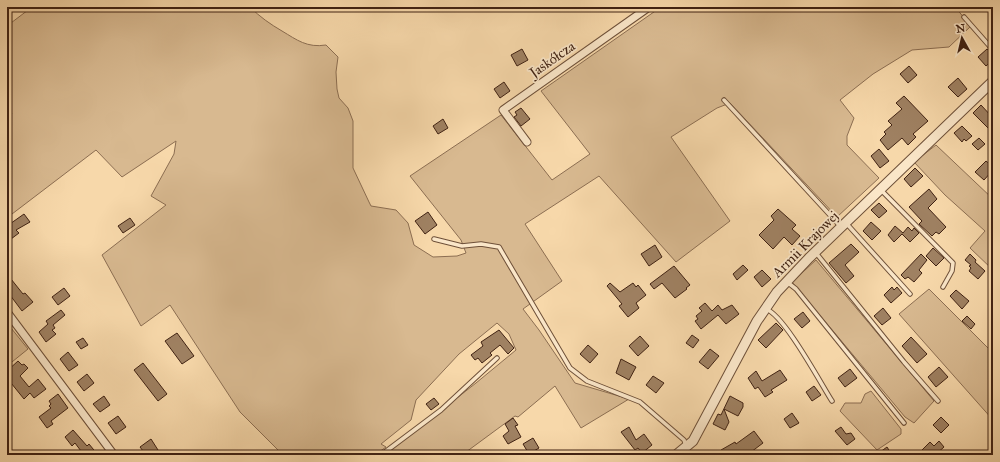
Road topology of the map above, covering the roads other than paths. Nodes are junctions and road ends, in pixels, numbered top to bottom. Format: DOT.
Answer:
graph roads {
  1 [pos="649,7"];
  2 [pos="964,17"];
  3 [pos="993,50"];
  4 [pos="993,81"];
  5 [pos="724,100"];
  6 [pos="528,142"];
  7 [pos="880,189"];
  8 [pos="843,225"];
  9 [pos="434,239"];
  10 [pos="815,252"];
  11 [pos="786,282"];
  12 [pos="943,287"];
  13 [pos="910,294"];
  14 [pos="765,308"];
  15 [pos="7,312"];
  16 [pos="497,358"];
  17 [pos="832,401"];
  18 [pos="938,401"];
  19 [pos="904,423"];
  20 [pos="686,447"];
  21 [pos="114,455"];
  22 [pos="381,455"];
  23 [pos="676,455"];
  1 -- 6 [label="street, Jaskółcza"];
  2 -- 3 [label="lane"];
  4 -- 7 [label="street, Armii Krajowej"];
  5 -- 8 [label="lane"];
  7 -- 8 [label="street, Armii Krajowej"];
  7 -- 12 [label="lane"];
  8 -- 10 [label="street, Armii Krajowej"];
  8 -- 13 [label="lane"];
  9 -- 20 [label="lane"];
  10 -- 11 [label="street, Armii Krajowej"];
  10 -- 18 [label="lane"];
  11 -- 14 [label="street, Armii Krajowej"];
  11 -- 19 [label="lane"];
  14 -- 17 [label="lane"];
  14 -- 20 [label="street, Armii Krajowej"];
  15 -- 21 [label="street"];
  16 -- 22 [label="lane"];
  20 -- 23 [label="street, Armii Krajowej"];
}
□ □ □ □
| Work instructions |
Output the records above exactly as they are, leaving out the pictures.

| Answer to this exercise |
Road topology of the map above, covering the roads other than paths. Nodes are junctions and road ends, in pixels, numbered top to bottom. Format: DOT.
Answer:
graph roads {
  1 [pos="649,7"];
  2 [pos="964,17"];
  3 [pos="993,50"];
  4 [pos="993,81"];
  5 [pos="724,100"];
  6 [pos="528,142"];
  7 [pos="880,189"];
  8 [pos="843,225"];
  9 [pos="434,239"];
  10 [pos="815,252"];
  11 [pos="786,282"];
  12 [pos="943,287"];
  13 [pos="910,294"];
  14 [pos="765,308"];
  15 [pos="7,312"];
  16 [pos="497,358"];
  17 [pos="832,401"];
  18 [pos="938,401"];
  19 [pos="904,423"];
  20 [pos="686,447"];
  21 [pos="114,455"];
  22 [pos="381,455"];
  23 [pos="676,455"];
  1 -- 6 [label="street, Jaskółcza"];
  2 -- 3 [label="lane"];
  4 -- 7 [label="street, Armii Krajowej"];
  5 -- 8 [label="lane"];
  7 -- 8 [label="street, Armii Krajowej"];
  7 -- 12 [label="lane"];
  8 -- 10 [label="street, Armii Krajowej"];
  8 -- 13 [label="lane"];
  9 -- 20 [label="lane"];
  10 -- 11 [label="street, Armii Krajowej"];
  10 -- 18 [label="lane"];
  11 -- 14 [label="street, Armii Krajowej"];
  11 -- 19 [label="lane"];
  14 -- 17 [label="lane"];
  14 -- 20 [label="street, Armii Krajowej"];
  15 -- 21 [label="street"];
  16 -- 22 [label="lane"];
  20 -- 23 [label="street, Armii Krajowej"];
}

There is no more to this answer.